ROMA. Erano i soldati dell'Italia "traditrice", quella che aveva abbandonato la Germania in guerra, firmando l'armistizio dell'8 settembre. Per questo, furono lasciati morire di fame dai tedeschi, nel campo di prigionia in Polonia dove erano stati rinchiusi.
E' una storia tragica e terribile quella che emerge dal sottosuolo di Przemysl Pikulice, una cittadina del sudest della Polonia. Durante la II guerra mondiale, qui i tedeschi allestirono un campo di prigionia per soldati nemici, lo Stalag 327. Oggi, gli specialisti polacchi hanno recuperato i resti di 2.500 soldati morti in prigionia nel campo.
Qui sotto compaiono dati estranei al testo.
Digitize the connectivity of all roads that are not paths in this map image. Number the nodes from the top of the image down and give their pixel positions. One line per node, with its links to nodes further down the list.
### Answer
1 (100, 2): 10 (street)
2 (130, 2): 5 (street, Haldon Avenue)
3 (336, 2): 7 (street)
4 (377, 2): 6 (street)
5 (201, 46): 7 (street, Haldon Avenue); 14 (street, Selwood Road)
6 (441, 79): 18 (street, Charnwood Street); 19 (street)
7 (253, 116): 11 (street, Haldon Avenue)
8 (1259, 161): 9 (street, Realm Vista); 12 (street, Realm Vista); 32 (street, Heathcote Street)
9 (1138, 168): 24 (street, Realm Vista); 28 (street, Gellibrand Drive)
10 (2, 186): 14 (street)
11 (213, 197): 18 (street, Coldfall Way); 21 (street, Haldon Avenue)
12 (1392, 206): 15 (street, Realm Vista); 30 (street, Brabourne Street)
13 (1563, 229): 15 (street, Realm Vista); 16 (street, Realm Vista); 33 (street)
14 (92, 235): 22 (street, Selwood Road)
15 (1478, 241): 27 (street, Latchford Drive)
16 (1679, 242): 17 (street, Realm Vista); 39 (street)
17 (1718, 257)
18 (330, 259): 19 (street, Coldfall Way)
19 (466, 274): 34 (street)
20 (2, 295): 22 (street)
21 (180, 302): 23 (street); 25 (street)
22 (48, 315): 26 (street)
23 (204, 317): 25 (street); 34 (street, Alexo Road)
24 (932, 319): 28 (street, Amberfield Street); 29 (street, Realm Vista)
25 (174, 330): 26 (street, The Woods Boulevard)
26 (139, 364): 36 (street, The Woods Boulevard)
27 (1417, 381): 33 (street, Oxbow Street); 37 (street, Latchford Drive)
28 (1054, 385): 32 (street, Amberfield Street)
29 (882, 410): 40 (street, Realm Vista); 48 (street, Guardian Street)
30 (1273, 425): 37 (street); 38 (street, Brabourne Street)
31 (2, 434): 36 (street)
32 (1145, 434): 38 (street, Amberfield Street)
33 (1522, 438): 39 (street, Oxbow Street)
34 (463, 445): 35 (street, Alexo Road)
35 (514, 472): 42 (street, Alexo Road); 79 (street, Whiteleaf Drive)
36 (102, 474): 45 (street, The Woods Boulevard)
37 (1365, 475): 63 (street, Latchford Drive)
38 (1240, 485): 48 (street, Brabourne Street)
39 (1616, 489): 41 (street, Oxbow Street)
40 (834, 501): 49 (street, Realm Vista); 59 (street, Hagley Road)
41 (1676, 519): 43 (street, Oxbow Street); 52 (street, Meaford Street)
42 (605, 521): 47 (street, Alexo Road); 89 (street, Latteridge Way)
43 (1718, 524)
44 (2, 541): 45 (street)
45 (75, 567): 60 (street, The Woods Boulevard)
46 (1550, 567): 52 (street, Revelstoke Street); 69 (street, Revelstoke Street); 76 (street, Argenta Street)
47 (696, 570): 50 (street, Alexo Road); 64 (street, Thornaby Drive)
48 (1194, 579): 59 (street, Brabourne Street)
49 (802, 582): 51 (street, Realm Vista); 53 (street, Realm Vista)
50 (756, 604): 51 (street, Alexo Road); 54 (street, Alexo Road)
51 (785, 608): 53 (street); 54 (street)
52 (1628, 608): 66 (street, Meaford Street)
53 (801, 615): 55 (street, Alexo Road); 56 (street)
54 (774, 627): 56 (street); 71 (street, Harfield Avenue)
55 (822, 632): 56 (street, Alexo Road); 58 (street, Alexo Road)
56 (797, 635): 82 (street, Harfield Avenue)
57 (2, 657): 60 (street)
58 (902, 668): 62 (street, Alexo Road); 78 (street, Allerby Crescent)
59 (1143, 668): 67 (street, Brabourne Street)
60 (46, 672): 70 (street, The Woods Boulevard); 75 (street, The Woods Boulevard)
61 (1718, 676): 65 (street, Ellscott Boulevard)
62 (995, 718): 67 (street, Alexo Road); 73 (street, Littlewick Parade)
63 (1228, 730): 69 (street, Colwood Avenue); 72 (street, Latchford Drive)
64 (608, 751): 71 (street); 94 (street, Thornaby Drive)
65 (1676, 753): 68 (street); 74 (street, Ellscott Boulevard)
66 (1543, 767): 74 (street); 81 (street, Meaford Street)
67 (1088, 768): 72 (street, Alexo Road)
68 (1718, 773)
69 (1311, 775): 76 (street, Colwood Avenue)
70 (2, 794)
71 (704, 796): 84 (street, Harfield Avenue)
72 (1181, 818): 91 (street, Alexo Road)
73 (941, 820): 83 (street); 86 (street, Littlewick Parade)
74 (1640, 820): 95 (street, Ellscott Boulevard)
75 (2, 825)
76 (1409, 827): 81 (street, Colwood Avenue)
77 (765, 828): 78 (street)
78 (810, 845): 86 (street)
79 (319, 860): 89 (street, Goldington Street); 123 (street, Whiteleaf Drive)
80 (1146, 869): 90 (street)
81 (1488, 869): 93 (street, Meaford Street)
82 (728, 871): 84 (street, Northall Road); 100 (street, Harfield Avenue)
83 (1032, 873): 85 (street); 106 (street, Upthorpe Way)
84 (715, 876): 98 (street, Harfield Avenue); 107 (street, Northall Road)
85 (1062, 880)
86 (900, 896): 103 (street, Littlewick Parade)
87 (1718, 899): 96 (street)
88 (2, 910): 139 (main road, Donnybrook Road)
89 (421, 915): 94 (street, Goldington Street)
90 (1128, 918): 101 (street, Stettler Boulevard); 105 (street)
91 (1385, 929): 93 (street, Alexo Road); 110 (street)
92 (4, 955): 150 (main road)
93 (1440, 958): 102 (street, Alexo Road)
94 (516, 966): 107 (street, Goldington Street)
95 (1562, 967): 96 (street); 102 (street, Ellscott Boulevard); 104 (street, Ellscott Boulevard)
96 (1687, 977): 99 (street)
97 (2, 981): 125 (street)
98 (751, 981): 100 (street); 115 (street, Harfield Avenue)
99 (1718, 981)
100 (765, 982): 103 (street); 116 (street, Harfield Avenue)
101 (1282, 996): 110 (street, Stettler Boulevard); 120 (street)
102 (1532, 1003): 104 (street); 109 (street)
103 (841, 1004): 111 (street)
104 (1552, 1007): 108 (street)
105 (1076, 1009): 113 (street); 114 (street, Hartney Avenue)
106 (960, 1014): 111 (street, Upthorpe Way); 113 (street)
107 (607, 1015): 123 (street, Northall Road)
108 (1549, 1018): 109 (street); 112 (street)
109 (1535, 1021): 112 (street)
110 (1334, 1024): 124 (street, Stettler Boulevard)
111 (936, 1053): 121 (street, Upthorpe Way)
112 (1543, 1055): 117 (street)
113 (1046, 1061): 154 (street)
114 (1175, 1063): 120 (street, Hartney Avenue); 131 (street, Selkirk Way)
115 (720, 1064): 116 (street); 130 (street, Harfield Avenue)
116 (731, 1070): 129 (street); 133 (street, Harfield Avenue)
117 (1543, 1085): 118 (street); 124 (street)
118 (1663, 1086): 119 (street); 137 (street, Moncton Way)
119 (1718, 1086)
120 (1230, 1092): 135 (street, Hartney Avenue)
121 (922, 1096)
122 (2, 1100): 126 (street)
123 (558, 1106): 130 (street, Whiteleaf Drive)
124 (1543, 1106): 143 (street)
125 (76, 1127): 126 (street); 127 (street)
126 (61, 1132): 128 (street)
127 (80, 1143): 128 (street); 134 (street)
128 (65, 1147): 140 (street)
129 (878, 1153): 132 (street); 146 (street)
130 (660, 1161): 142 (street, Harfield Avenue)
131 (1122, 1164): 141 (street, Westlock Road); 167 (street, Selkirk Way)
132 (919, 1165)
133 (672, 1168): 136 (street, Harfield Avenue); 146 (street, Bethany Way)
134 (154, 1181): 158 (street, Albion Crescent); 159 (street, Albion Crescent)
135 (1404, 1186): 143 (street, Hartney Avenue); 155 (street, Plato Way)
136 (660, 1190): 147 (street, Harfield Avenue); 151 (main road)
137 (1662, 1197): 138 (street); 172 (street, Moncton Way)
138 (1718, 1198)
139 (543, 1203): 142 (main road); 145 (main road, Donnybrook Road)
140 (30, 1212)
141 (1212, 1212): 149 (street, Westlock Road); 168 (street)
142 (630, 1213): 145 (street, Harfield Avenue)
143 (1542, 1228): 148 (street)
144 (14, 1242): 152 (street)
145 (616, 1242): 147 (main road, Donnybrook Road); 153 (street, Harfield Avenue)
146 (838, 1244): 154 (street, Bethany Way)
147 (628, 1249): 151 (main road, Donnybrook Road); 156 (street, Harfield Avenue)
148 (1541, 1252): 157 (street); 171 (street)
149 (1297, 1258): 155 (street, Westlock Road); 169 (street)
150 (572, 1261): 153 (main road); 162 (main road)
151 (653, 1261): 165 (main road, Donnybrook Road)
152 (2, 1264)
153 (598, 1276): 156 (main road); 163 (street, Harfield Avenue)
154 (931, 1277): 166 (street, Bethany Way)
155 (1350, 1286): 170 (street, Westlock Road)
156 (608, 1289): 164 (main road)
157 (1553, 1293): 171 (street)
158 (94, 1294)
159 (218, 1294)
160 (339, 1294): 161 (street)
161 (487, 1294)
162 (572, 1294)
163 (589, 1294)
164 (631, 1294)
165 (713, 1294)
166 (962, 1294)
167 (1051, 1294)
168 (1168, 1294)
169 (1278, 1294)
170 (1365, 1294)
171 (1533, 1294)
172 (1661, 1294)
Cadaveri senza nome, gettati nudi e senza piastrine in fosse comuni. Sovietici catturati dopo l'invasione del '41 e italiani fatti prigionieri dopo l'8 settembre '43. Detenuti in condizioni terribili, morirono di fame e malattie. "Finora abbia esumato 2.500 corpi - ha raccontato alla France Presse lo specialista polacco che dirige i lavori, Przemyslaw Kolosowski -. Ci sono ancora due fosse comuni con i resti di circa 500 soldati da esumare... Ma non è escluso che la terra di questa regione nasconda altri ossari. I tedeschi hanno distrutto praticamente tutta la documentazione del campo".
Per Kolosowski, i carcerieri si accanirono particolarmente contro gli italiani, per vendicarsi del "tradimento" dell'8 settembre. "Gli italiani subirono un trattamento particolarmente crudele da parte dei loro ex alleati, che in pratica li torturarono facendoli morire di fame", spiega. I corpi ritrovati resteranno quasi tutti senza nome e nazionalità. Sono state recuperate solo alcune piastrine sovietiche e italiane e pochi oggetti personali, come spazzolini da denti, pettini, cucchiai e croci ortodosse.
E' la seconda esumazione di soldati italiani morti nella zona, dopo quella avvenuta nel 1962 e finanziata dall'Italia. I resti all'epoca furono inumati nel cimitero militare di Nehrybka, a qualche chilometro di distanza. I corpi scoperti adesso saranno seppelliti nello stesso cimitero, che l'anno prossimo verrà appositamente ampliato. "I soldati italiani erano protetti dalla Convenzione di Ginevra sui prigionieri di guerra - spiega la studiosa Anna Maria Isastia, docente di Storia contemporanea alla Sapienza di Roma -. Ma i tedeschi dopo l'8 settembre catturarono con l'inganno 800.000 militari italiani e negarono loro lo status di prigionieri di guerra, inventando uno status inesistente, quello di 'internato militare italiano'".
Per la studiosa, i tedeschi si comportarono così per punire il "tradimento" degli italiani e per usarli come manodopera forzata, cosa vietata dalla Convenzione di Ginevra. I nostri soldati così furono accomunati ai prigionieri dell'Urss, che non aveva firmato la Convenzione. "Inglesi, americani e francesi furono trattati umanamente - prosegue Isastia -. Italiani e russi invece furono mandati in fabbriche e miniere a lavorare 15 ore al giorno, con poco cibo e abiti leggeri. In alcuni campi di prigionia l'aspettativa di vita era di 50 giorni, e si verificarono atti di cannibalismo".